# [Required work]
In how many lines of the records does the string "waterNames" appear? State only the number.

Dataset entries:

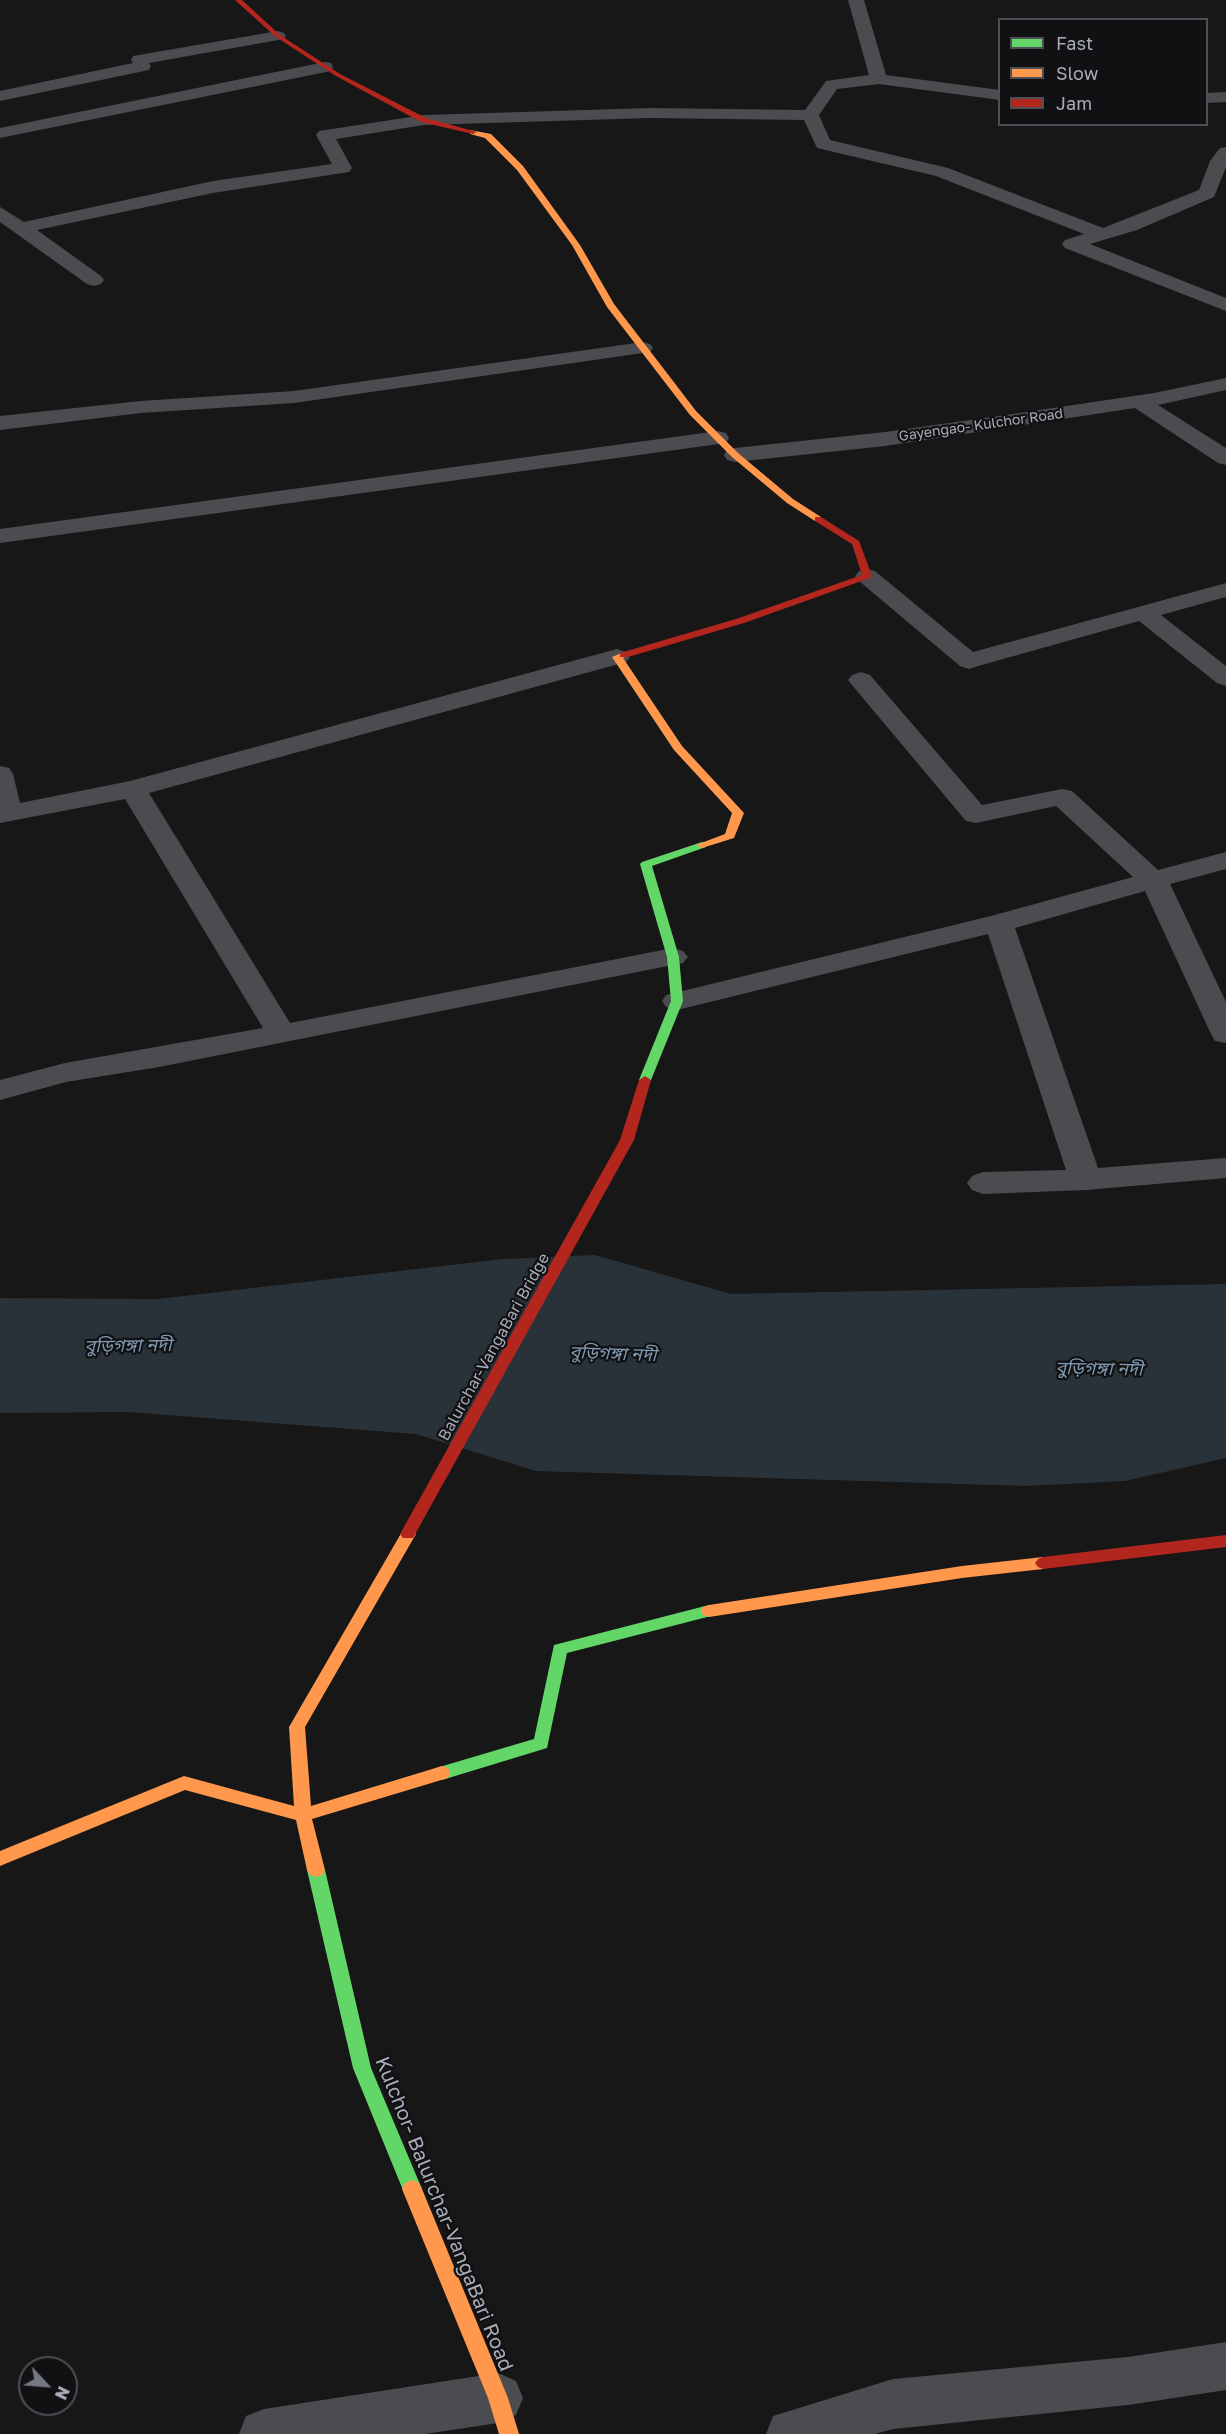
<!DOCTYPE html>
<meta charset="utf-8">
<style>
body{margin:0}
#map{position:relative;width:1226px;height:2434px;overflow:hidden;background:#171717;font-family:"Golos Text",sans-serif}
canvas{display:block}
.legend{position:absolute;left:998px;top:18px;width:210px;height:108px;box-sizing:border-box;background:#111113;border:2px solid #4d4f55;margin:0;padding:8px 10px;list-style:none;font-size:18px;color:#a8adb8}
.legend li{display:flex;align-items:center;gap:12px;height:30px}
.legend b{width:30px;border:2px solid #4d4f55}
.north{position:absolute;left:18px;top:2356px;width:60px;height:60px;box-sizing:border-box;background:#111113;border:2px solid #4d4f55;border-radius:50%;rotate:116deg;font-size:16px;font-weight:700;line-height:24px;text-align:center;color:#a8adb8}
.north::after{content:'';display:block;margin:auto;width:21px;height:27px;background:#757880;clip-path:polygon(50% 0,100% 100%,50% 72%,0 100%)}
</style>
<div id="map">
<canvas width="1226" height="2434"></canvas>
<ul class="legend">
<li><b style="height:8px;background:#63d668"></b>Fast</li>
<li><b style="height:8px;background:#ff974d"></b>Slow</li>
<li><b style="height:8px;background:#b3261e"></b>Jam</li>
</ul>
<div class="north">N</div>
</div>
<script>
const g = document.querySelector('canvas').getContext('2d');
g.lineJoin = 'round';
function fillPath(path, color) {
  g.fillStyle = color;
  g.fill(path, 'evenodd');
}
function toPath(rows) {
  const path = new Path2D();
  for (const r of rows) {
    path.moveTo(r[0], r[1]);
    for (let i = 2; i < r.length; i += 2) path.lineTo(r[i], r[i + 1]);
  }
  return path;
}
function write(font, color, halo, rows, align = 'center') {
  g.font = font + ' "Golos Text","Noto Sans Bengali",sans-serif';
  g.lineWidth = 4.5;
  g.setLineDash([]);
  g.textBaseline = 'middle';
  g.strokeStyle = halo;
  g.fillStyle = color;
  for (const [text, x, y, turn = 0] of rows) {
    g.save();
    g.translate(x, y);
    g.rotate((+turn || 0) * Math.PI / 180);
    g.textAlign = isNaN(turn) ? turn : align;
    if (halo) g.strokeText(text, 0, 0);
    g.fillText(text, 0, 0);
    g.restore();
  }
}
const water = toPath([
 [595,1255,731,1294,1226,1284,1226,1458,1125,1481,1027,1486,536,1471,416,1434,128,1412,0,1413,0,1298,158,1299,503,1259]
]);
const street = toPath([
 [848,0,864,0,886,75,1000,90,1000,100,879,84,837,89,819,115,830,140,948,168,1103,228,1199,190,1210,161,1220,148,1226,147,1226,167,1214,197,1137,230,1090,244,1226,298,1226,311,1065,248,1062,244,1065,240,1084,234,936,176,817,148,804,120,650,118,424,125,336,139,352,168,349,172,213,193,37,230,101,276,104,280,101,284,94,286,87,284,0,222,0,207,24,222,213,181,332,164,316,135,319,131,424,115,650,108,805,110,826,81,869,75,848,0],
 [278,31,284,33,286,36,284,39,149,63,151,66,149,70,0,101,0,91,133,63,131,60,133,56,278,31],
 [325,62,331,63,333,67,331,71,0,138,0,128,325,62],
 [1226,92,1226,102,1206,103,1206,93,1226,92],
 [643,342,650,344,653,348,650,352,294,403,141,413,0,430,0,416,141,401,294,391,643,342],
 [1226,378,1226,390,1158,405,1226,448,1226,465,1218,463,1135,408,885,446,735,462,727,460,724,455,727,450,735,448,885,432,1006,415,1154,393,1226,378],
 [718,431,726,433,729,438,726,443,0,543,0,529,718,431],
 [867,569,875,571,973,652,1226,583,1226,597,1161,615,1226,666,1226,686,1217,683,1139,621,978,666,969,669,960,666,859,581,855,576,859,571,867,569],
 [617,649,626,652,630,657,626,662,149,793,290,1023,673,948,683,951,688,957,683,963,159,1067,66,1082,0,1100,0,1080,65,1063,263,1028,125,799,0,823,0,766,9,768,13,774,20,803,130,781,617,649],
 [861,672,870,675,982,805,1062,789,1072,791,1158,870,1226,852,1226,869,1170,884,1226,1002,1226,1043,1215,1041,1211,1034,1145,891,1015,928,1098,1168,1226,1158,1226,1178,1086,1190,983,1194,972,1190,967,1183,972,1176,983,1172,1066,1170,988,934,677,1010,666,1007,662,1001,666,995,991,916,1133,877,1056,806,976,823,966,821,852,685,848,680,852,675,861,672],
 [1226,2342,1226,2390,1128,2405,893,2429,875,2434,766,2434,773,2416,893,2379,1128,2357,1226,2342],
 [498,2373,516,2381,523,2398,516,2415,498,2423,425,2434,239,2434,246,2416,264,2409,498,2373]
]);
const fast = toPath([
 [702,842,706,843,706,847,652,866,679,957,683,1001,651,1080,645,1084,639,1080,671,1001,667,957,640,864,642,862,702,842],
 [709,1605,715,1607,717,1611,715,1615,567,1653,547,1748,442,1780,436,1778,434,1773,436,1768,534,1739,554,1645,709,1605],
 [316,1863,322,1865,325,1870,371,2068,422,2189,419,2195,412,2198,405,2195,353,2068,307,1870,310,1865,316,1863]
]);
const slow = toPath([
 [470,130,491,134,523,166,580,245,614,304,696,411,738,453,793,499,821,517,821,521,815,521,787,503,732,457,690,415,607,307,572,245,517,170,485,138,470,134,470,130],
 [624,652,629,655,623,658,682,746,744,813,734,838,702,848,696,845,725,834,732,813,674,750,612,657,624,652],
 [408,1528,413,1530,416,1534,305,1727,311,1806,442,1766,448,1768,450,1773,448,1778,312,1819,325,1870,322,1875,316,1877,310,1875,307,1870,296,1820,185,1790,0,1866,0,1851,184,1776,294,1806,289,1727,403,1530,408,1528],
 [1043,1557,1048,1559,1051,1563,1048,1567,1043,1569,962,1578,709,1617,703,1615,701,1611,703,1607,709,1605,962,1566,1043,1557],
 [412,2180,419,2183,422,2189,508,2398,519,2434,499,2434,488,2398,402,2189,405,2183,412,2180]
]);
const jam = toPath([
 [235,0,242,0,280,35,340,74,426,118,477,132,473,134,421,122,336,76,276,37,235,0],
 [815,517,821,517,859,541,872,576,870,578,744,623,628,657,620,657,620,653,736,619,862,575,852,544,815,521,815,517],
 [645,1076,651,1080,634,1140,413,1538,403,1538,400,1534,620,1140,639,1080,645,1076],
 [1226,1535,1226,1547,1043,1569,1038,1567,1035,1563,1038,1559,1043,1557,1226,1535]
]);
const farStreetnames = [
 ["Gayengao- Kulchor Road",981,425,-8]
];
const streetNames = [
 ["Balurchar-VangaBari Bridge",494,1347,-61]
];
const waterNames = [
 ["বুড়িগঙ্গা নদী",128,1346,-1],
 ["বুড়িগঙ্গা নদী",613,1354,2],
 ["বুড়িগঙ্গা নদী",1099,1369,1]
];
const nearStreetnames = [
 ["Kulchor- Balurchar-VangaBari Road",444,2214,68]
];
fillPath(water, '#2a3239');
fillPath(street, '#4b4c50');
fillPath(fast, '#63d668');
fillPath(slow, '#ff974d');
fillPath(jam, '#b3261e');
write('14px', '#a8adb8', '#111113', farStreetnames);
write('16px', '#a8adb8', '#111113', streetNames);
write('italic 18px', '#7f9bb3', '#111113', waterNames);
write('20px', '#a8adb8', '#111113', nearStreetnames);
</script>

# [Solution to the exercise]
2